[Problem statement]: Strip out all images, then restate the data verbatim.

[Records supplied]:
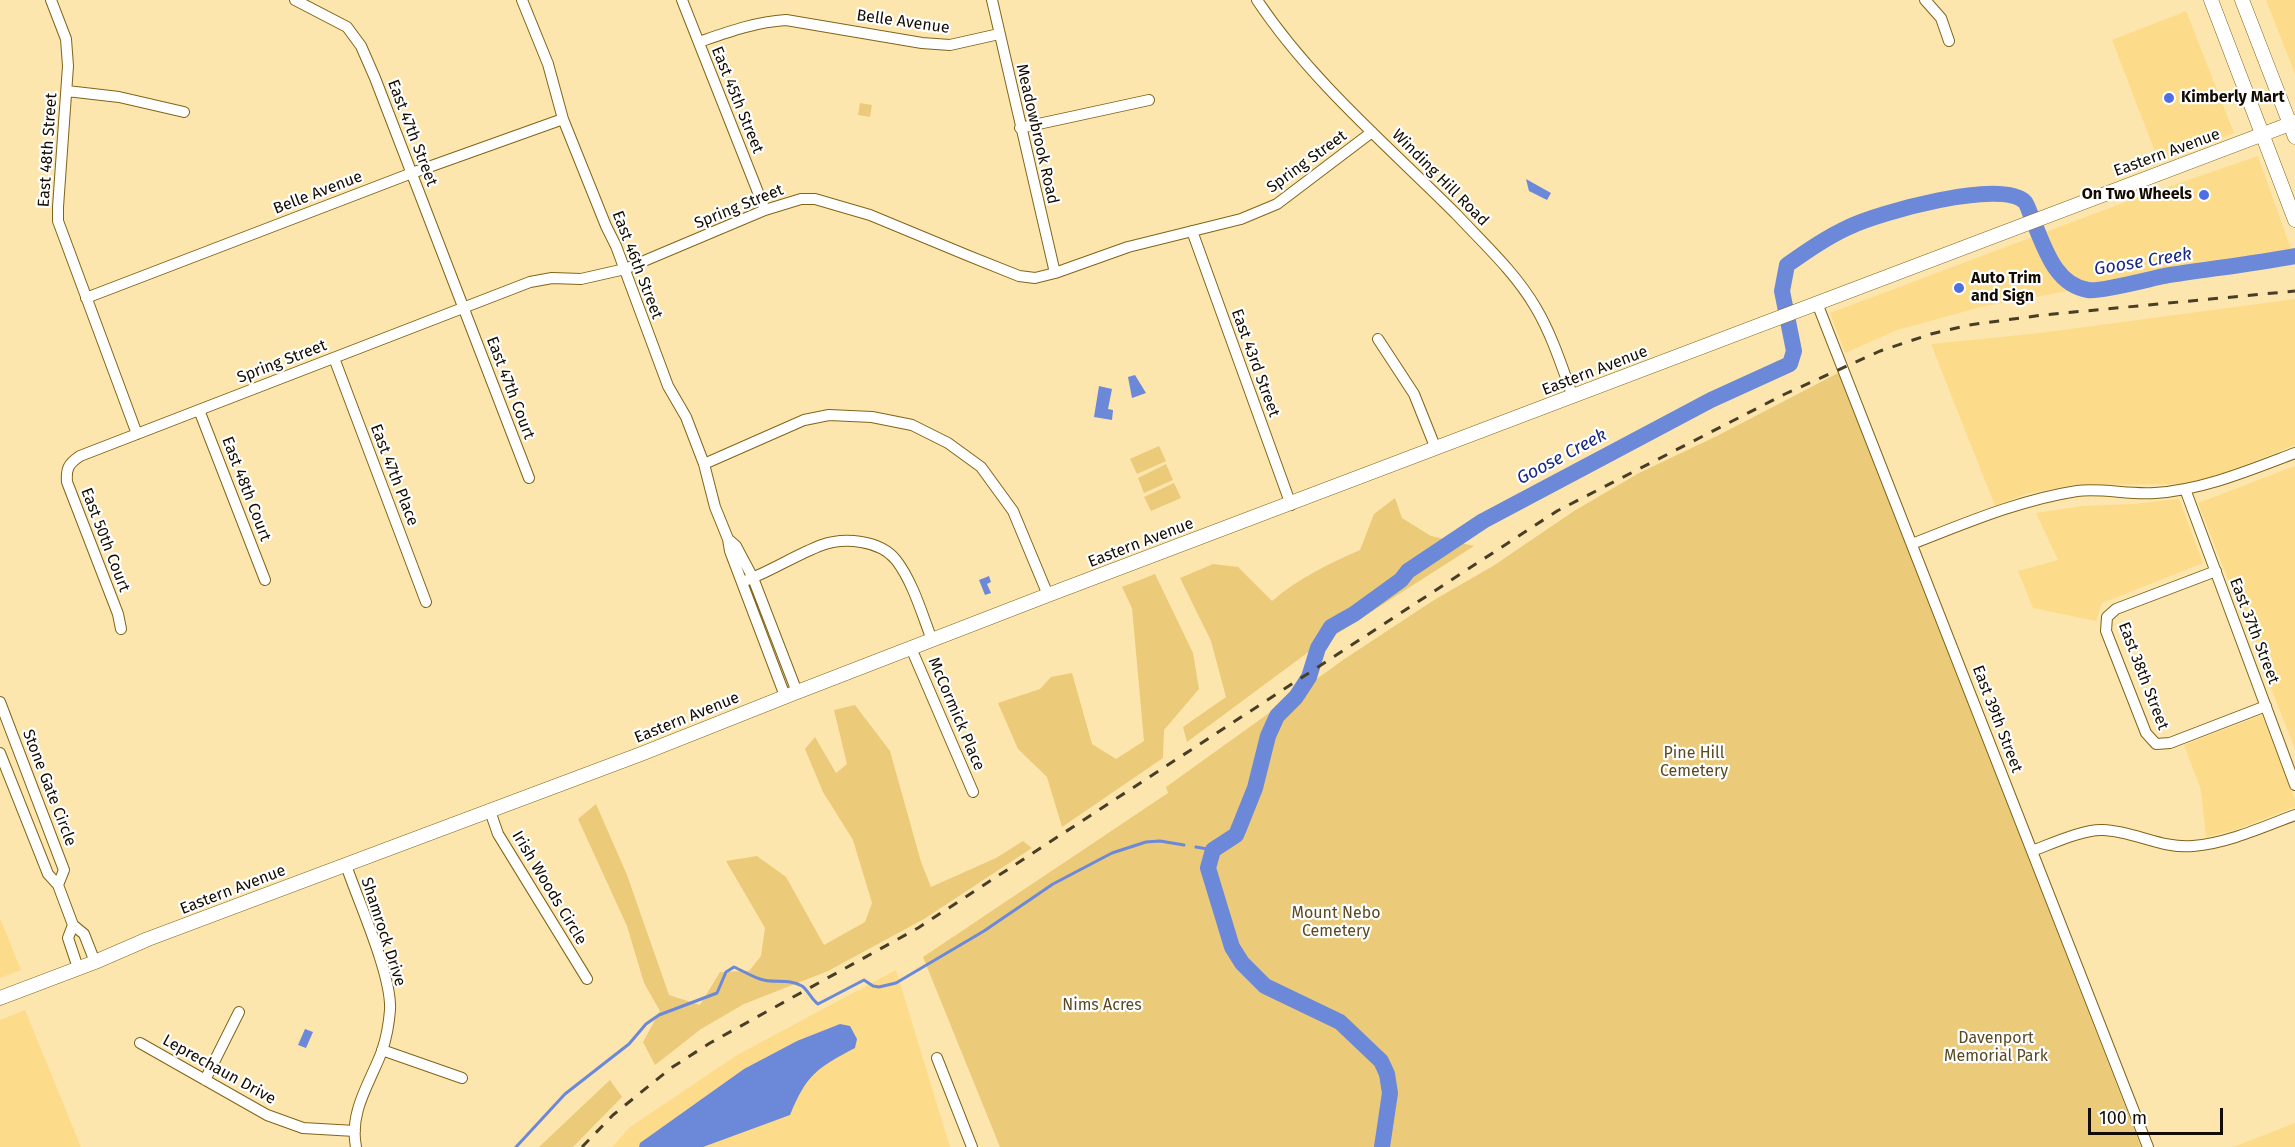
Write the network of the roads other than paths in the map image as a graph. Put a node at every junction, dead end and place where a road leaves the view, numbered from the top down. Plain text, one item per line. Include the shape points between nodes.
1 (51, 0) edge
2 (295, 0) edge
3 (522, 0) edge
4 (682, 0) edge
5 (992, 0) edge
6 (1257, 0) edge
7 (1925, 0) edge
8 (2211, 0) edge
9 (2242, 0) edge
10 (310, 3) edge
11 (999, 34) junction
12 (1949, 41) dead end
13 (699, 42) junction
14 (67, 91) junction
15 (1149, 100) dead end
16 (184, 112) dead end
17 (563, 119) junction
18 (1020, 128) junction
19 (2293, 128) edge
20 (1372, 132) junction
21 (2261, 136) junction
22 (412, 172) junction
23 (765, 210) junction
24 (2295, 220) edge
25 (1192, 231) junction
26 (625, 269) junction
27 (1055, 273) junction
28 (86, 298) junction
29 (1817, 303) junction
30 (463, 308) junction
31 (1378, 339) dead end
32 (334, 358) junction
33 (1573, 397) junction
34 (199, 410) junction
35 (137, 434) junction
36 (1436, 449) junction
37 (2295, 453) edge
38 (705, 464) junction
39 (529, 478) dead end
40 (2185, 489) junction
41 (1291, 505) junction
42 (1912, 544) junction
43 (2216, 571) junction
44 (265, 580) dead end
45 (748, 580) junction
46 (1048, 595) junction
47 (426, 602) dead end
48 (121, 629) dead end
49 (932, 640) junction
50 (911, 648) junction
51 (791, 694) junction
52 (0, 702) edge
53 (2266, 706) junction
54 (0, 753) edge
55 (2295, 784) edge
56 (973, 792) dead end
57 (490, 811) junction
58 (2295, 815) edge
59 (2032, 851) junction
60 (346, 865) junction
61 (58, 885) junction
62 (72, 925) junction
63 (95, 962) junction
64 (78, 968) junction
65 (587, 980) dead end
66 (0, 998) edge
67 (239, 1012) dead end
68 (140, 1043) dead end
69 (382, 1050) junction
70 (937, 1058) dead end
71 (462, 1078) dead end
72 (205, 1080) junction
73 (355, 1131) junction
74 (356, 1147) edge
75 (972, 1147) edge
76 (2148, 1147) edge

1 - 14 street, East 48th Street via 66,39
2 - 10 street, East 47th Street
3 - 17 street, East 46th Street via 548,64
4 - 13 street, East 45th Street
5 - 11 street, Meadowbrook Road
6 - 20 street, Winding Hill Road via 1278,32
7 - 12 street via 1941,18
8 - 21 main road
9 - 19 main road
10 - 22 street, East 47th Street via 347,27 361,46
11 - 13 street, Belle Avenue via 950,45 786,20 740,27
11 - 18 street, Meadowbrook Road
13 - 23 street, East 45th Street
14 - 16 street via 119,97
14 - 28 street, East 48th Street via 58,221
15 - 18 street
17 - 22 street, Belle Avenue
17 - 26 street, East 46th Street
18 - 27 street, Meadowbrook Road
19 - 21 main road, Eastern Avenue
20 - 25 street, Spring Street via 1277,204 1241,219
20 - 33 street, Winding Hill Road via 1517,281 1537,309
21 - 24 main road
21 - 29 main road, Eastern Avenue
22 - 28 street, Belle Avenue
22 - 30 street, East 47th Street
23 - 26 street, Spring Street
23 - 27 street, Spring Street via 801,199 815,199 870,215 1019,276 1035,278
25 - 27 street, Spring Street via 1128,247
25 - 41 street, East 43rd Street
26 - 30 street, Spring Street via 581,279 541,279
26 - 38 street, East 46th Street via 668,386
28 - 35 street, East 48th Street
29 - 33 main road, Eastern Avenue
29 - 42 street, East 39th Street
30 - 32 street, Spring Street
30 - 39 street, East 47th Court
31 - 36 street via 1414,394
32 - 34 street, Spring Street
32 - 47 street, East 47th Place
33 - 36 main road, Eastern Avenue
34 - 35 street, Spring Street
34 - 44 street, East 48th Court
35 - 48 street, East 50th Court via 80,456 66,470
36 - 41 main road, Eastern Avenue
37 - 40 street
38 - 45 street, East 46th Street via 730,550
38 - 46 street via 804,420 829,415 872,417 912,425 948,443 981,467 1013,511
40 - 42 street via 2153,493 2079,491 2042,498
40 - 43 street, East 37th Street
41 - 46 main road, Eastern Avenue
42 - 59 street, East 39th Street
43 - 53 street, East 37th Street
43 - 53 street, East 38th Street via 2116,609 2107,617 2110,642 2146,733 2156,744 2170,743
45 - 49 street via 823,545 858,540 895,558
45 - 51 street, East 46th Street
46 - 49 main road, Eastern Avenue
49 - 50 main road, Eastern Avenue
50 - 51 main road, Eastern Avenue
50 - 56 street, McCormick Place
51 - 57 main road, Eastern Avenue
52 - 61 street, Stone Gate Circle via 64,870
53 - 55 street, East 37th Street
54 - 61 street, Stone Gate Circle via 48,874
57 - 60 main road, Eastern Avenue
57 - 65 street, Irish Woods Circle via 498,834
58 - 59 street via 2225,840 2193,846 2164,845 2101,829
59 - 76 street, East 39th Street
60 - 63 main road, Eastern Avenue
60 - 69 street, Shamrock Drive via 388,986 390,1010
61 - 62 street, Stone Gate Circle
62 - 63 street, Stone Gate Circle via 84,934
62 - 64 street, Stone Gate Circle via 68,938
63 - 64 main road, Eastern Avenue
64 - 66 main road, Eastern Avenue
67 - 72 street
68 - 72 street, Leprechaun Drive
69 - 71 street
69 - 73 street, Shamrock Drive via 363,1091
70 - 75 street
72 - 73 street, Leprechaun Drive via 267,1115 303,1128
73 - 74 street, Shamrock Drive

[Answer section]:
Write the network of the roads other than paths in the map image as a graph. Put a node at every junction, dead end and place where a road leaves the view, numbered from the top down. Plain text, one item per line. Include the shape points between nodes.
1 (51, 0) edge
2 (295, 0) edge
3 (522, 0) edge
4 (682, 0) edge
5 (992, 0) edge
6 (1257, 0) edge
7 (1925, 0) edge
8 (2211, 0) edge
9 (2242, 0) edge
10 (310, 3) edge
11 (999, 34) junction
12 (1949, 41) dead end
13 (699, 42) junction
14 (67, 91) junction
15 (1149, 100) dead end
16 (184, 112) dead end
17 (563, 119) junction
18 (1020, 128) junction
19 (2293, 128) edge
20 (1372, 132) junction
21 (2261, 136) junction
22 (412, 172) junction
23 (765, 210) junction
24 (2295, 220) edge
25 (1192, 231) junction
26 (625, 269) junction
27 (1055, 273) junction
28 (86, 298) junction
29 (1817, 303) junction
30 (463, 308) junction
31 (1378, 339) dead end
32 (334, 358) junction
33 (1573, 397) junction
34 (199, 410) junction
35 (137, 434) junction
36 (1436, 449) junction
37 (2295, 453) edge
38 (705, 464) junction
39 (529, 478) dead end
40 (2185, 489) junction
41 (1291, 505) junction
42 (1912, 544) junction
43 (2216, 571) junction
44 (265, 580) dead end
45 (748, 580) junction
46 (1048, 595) junction
47 (426, 602) dead end
48 (121, 629) dead end
49 (932, 640) junction
50 (911, 648) junction
51 (791, 694) junction
52 (0, 702) edge
53 (2266, 706) junction
54 (0, 753) edge
55 (2295, 784) edge
56 (973, 792) dead end
57 (490, 811) junction
58 (2295, 815) edge
59 (2032, 851) junction
60 (346, 865) junction
61 (58, 885) junction
62 (72, 925) junction
63 (95, 962) junction
64 (78, 968) junction
65 (587, 980) dead end
66 (0, 998) edge
67 (239, 1012) dead end
68 (140, 1043) dead end
69 (382, 1050) junction
70 (937, 1058) dead end
71 (462, 1078) dead end
72 (205, 1080) junction
73 (355, 1131) junction
74 (356, 1147) edge
75 (972, 1147) edge
76 (2148, 1147) edge

1 - 14 street, East 48th Street via 66,39
2 - 10 street, East 47th Street
3 - 17 street, East 46th Street via 548,64
4 - 13 street, East 45th Street
5 - 11 street, Meadowbrook Road
6 - 20 street, Winding Hill Road via 1278,32
7 - 12 street via 1941,18
8 - 21 main road
9 - 19 main road
10 - 22 street, East 47th Street via 347,27 361,46
11 - 13 street, Belle Avenue via 950,45 786,20 740,27
11 - 18 street, Meadowbrook Road
13 - 23 street, East 45th Street
14 - 16 street via 119,97
14 - 28 street, East 48th Street via 58,221
15 - 18 street
17 - 22 street, Belle Avenue
17 - 26 street, East 46th Street
18 - 27 street, Meadowbrook Road
19 - 21 main road, Eastern Avenue
20 - 25 street, Spring Street via 1277,204 1241,219
20 - 33 street, Winding Hill Road via 1517,281 1537,309
21 - 24 main road
21 - 29 main road, Eastern Avenue
22 - 28 street, Belle Avenue
22 - 30 street, East 47th Street
23 - 26 street, Spring Street
23 - 27 street, Spring Street via 801,199 815,199 870,215 1019,276 1035,278
25 - 27 street, Spring Street via 1128,247
25 - 41 street, East 43rd Street
26 - 30 street, Spring Street via 581,279 541,279
26 - 38 street, East 46th Street via 668,386
28 - 35 street, East 48th Street
29 - 33 main road, Eastern Avenue
29 - 42 street, East 39th Street
30 - 32 street, Spring Street
30 - 39 street, East 47th Court
31 - 36 street via 1414,394
32 - 34 street, Spring Street
32 - 47 street, East 47th Place
33 - 36 main road, Eastern Avenue
34 - 35 street, Spring Street
34 - 44 street, East 48th Court
35 - 48 street, East 50th Court via 80,456 66,470
36 - 41 main road, Eastern Avenue
37 - 40 street
38 - 45 street, East 46th Street via 730,550
38 - 46 street via 804,420 829,415 872,417 912,425 948,443 981,467 1013,511
40 - 42 street via 2153,493 2079,491 2042,498
40 - 43 street, East 37th Street
41 - 46 main road, Eastern Avenue
42 - 59 street, East 39th Street
43 - 53 street, East 37th Street
43 - 53 street, East 38th Street via 2116,609 2107,617 2110,642 2146,733 2156,744 2170,743
45 - 49 street via 823,545 858,540 895,558
45 - 51 street, East 46th Street
46 - 49 main road, Eastern Avenue
49 - 50 main road, Eastern Avenue
50 - 51 main road, Eastern Avenue
50 - 56 street, McCormick Place
51 - 57 main road, Eastern Avenue
52 - 61 street, Stone Gate Circle via 64,870
53 - 55 street, East 37th Street
54 - 61 street, Stone Gate Circle via 48,874
57 - 60 main road, Eastern Avenue
57 - 65 street, Irish Woods Circle via 498,834
58 - 59 street via 2225,840 2193,846 2164,845 2101,829
59 - 76 street, East 39th Street
60 - 63 main road, Eastern Avenue
60 - 69 street, Shamrock Drive via 388,986 390,1010
61 - 62 street, Stone Gate Circle
62 - 63 street, Stone Gate Circle via 84,934
62 - 64 street, Stone Gate Circle via 68,938
63 - 64 main road, Eastern Avenue
64 - 66 main road, Eastern Avenue
67 - 72 street
68 - 72 street, Leprechaun Drive
69 - 71 street
69 - 73 street, Shamrock Drive via 363,1091
70 - 75 street
72 - 73 street, Leprechaun Drive via 267,1115 303,1128
73 - 74 street, Shamrock Drive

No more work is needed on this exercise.